Your objective: Where the word "梅龍三街" occurs in a line of the listing below, copy that line.

Input data:
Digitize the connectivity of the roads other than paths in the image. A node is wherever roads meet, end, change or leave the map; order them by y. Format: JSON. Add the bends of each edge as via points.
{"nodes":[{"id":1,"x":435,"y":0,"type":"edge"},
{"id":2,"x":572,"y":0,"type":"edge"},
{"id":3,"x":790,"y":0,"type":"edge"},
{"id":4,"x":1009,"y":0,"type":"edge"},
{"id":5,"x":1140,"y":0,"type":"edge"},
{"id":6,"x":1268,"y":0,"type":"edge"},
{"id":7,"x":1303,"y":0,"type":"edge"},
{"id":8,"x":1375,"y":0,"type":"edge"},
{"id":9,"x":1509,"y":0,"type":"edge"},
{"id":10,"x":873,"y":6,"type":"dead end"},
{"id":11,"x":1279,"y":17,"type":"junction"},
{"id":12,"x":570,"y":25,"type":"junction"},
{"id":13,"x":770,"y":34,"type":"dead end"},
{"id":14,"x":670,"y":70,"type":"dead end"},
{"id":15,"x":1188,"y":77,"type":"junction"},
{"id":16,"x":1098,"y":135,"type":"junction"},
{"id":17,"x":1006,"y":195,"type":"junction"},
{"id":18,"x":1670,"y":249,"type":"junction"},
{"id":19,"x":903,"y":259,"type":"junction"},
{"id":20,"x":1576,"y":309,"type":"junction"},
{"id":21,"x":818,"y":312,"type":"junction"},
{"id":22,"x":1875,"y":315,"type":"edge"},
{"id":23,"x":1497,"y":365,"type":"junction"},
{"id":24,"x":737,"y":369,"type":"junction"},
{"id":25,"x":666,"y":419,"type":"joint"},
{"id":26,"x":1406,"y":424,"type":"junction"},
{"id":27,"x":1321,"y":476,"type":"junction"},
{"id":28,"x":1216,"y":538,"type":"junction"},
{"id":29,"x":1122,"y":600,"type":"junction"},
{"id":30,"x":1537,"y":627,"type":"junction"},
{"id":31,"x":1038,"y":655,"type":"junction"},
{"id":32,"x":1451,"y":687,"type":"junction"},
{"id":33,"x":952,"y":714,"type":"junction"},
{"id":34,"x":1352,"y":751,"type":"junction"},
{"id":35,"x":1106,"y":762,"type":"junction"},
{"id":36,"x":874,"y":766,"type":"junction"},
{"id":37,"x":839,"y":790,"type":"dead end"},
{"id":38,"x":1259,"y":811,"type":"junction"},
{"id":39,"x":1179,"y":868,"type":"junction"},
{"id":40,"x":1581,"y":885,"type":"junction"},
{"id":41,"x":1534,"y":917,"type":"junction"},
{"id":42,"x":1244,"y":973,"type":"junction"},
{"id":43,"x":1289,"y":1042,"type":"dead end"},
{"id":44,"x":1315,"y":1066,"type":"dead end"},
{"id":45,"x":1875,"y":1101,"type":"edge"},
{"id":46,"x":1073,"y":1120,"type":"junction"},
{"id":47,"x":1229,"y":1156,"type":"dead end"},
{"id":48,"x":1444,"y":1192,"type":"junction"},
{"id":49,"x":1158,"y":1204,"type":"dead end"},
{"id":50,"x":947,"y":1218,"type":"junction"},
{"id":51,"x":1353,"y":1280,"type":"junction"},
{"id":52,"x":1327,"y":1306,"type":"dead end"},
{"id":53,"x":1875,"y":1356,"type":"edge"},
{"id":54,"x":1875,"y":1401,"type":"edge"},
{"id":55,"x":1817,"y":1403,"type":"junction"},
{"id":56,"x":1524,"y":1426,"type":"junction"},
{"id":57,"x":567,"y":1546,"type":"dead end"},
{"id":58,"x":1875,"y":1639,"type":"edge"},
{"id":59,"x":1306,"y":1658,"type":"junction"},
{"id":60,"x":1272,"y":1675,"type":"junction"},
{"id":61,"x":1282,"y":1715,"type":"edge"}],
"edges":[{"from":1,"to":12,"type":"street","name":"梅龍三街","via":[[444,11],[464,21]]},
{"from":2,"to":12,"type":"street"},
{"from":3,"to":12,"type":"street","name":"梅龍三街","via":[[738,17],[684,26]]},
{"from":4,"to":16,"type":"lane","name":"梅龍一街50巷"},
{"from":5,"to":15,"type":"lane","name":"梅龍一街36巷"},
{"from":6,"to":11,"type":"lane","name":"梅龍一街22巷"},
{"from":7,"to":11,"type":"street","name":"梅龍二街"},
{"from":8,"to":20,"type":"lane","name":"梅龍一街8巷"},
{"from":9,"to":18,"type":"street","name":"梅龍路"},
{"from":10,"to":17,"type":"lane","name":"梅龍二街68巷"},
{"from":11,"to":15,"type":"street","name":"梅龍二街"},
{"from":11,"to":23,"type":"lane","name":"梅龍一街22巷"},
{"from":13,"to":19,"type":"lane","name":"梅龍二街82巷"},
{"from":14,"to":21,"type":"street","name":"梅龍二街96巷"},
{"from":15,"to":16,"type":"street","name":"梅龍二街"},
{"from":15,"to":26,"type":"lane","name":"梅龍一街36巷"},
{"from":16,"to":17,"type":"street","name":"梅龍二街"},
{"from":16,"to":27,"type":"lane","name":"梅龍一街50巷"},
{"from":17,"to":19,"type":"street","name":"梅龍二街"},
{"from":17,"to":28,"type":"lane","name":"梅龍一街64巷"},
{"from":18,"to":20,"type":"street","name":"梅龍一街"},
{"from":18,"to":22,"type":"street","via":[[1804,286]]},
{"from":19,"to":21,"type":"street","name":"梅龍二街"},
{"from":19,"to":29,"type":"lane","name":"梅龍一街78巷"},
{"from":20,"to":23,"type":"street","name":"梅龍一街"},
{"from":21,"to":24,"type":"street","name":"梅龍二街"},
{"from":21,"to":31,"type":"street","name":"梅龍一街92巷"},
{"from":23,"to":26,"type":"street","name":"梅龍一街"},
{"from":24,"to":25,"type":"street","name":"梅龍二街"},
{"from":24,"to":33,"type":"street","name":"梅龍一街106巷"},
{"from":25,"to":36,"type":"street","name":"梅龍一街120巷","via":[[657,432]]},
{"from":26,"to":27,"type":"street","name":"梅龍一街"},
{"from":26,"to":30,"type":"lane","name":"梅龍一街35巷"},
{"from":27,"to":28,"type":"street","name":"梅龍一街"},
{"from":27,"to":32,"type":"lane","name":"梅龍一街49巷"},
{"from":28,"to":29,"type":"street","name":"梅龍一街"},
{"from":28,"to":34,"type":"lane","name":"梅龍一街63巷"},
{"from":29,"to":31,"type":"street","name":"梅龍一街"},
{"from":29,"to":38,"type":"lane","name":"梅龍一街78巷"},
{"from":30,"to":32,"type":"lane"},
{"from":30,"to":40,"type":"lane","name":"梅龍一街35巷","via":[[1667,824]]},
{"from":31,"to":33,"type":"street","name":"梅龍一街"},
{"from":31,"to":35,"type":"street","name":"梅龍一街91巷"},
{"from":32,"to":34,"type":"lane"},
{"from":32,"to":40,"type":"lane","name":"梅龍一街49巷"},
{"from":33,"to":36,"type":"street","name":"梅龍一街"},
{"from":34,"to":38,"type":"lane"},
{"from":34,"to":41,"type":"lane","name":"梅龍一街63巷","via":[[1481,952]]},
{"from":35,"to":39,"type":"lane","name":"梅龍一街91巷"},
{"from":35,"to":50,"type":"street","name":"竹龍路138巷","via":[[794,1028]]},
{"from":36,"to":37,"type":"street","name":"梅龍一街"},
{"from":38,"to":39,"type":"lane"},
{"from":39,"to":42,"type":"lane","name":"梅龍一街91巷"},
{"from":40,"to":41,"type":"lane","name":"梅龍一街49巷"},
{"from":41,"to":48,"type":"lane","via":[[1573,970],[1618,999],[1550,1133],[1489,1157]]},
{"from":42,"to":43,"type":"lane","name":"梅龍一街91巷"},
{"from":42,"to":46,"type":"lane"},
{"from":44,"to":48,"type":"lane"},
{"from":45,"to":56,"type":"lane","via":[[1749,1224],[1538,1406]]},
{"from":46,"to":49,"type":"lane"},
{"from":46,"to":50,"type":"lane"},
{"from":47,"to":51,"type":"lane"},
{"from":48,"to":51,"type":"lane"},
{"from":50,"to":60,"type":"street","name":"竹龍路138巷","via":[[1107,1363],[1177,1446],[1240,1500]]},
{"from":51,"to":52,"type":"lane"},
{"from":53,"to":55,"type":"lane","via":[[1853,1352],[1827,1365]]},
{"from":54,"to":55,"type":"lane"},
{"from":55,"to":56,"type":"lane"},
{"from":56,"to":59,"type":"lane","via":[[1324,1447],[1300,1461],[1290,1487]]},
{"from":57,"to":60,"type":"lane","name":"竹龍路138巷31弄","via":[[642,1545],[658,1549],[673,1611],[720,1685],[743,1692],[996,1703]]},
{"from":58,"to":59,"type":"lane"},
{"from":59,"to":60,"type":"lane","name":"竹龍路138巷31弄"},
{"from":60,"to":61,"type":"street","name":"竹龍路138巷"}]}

Your solution:
"edges":[{"from":1,"to":12,"type":"street","name":"梅龍三街","via":[[444,11],[464,21]]},
{"from":3,"to":12,"type":"street","name":"梅龍三街","via":[[738,17],[684,26]]},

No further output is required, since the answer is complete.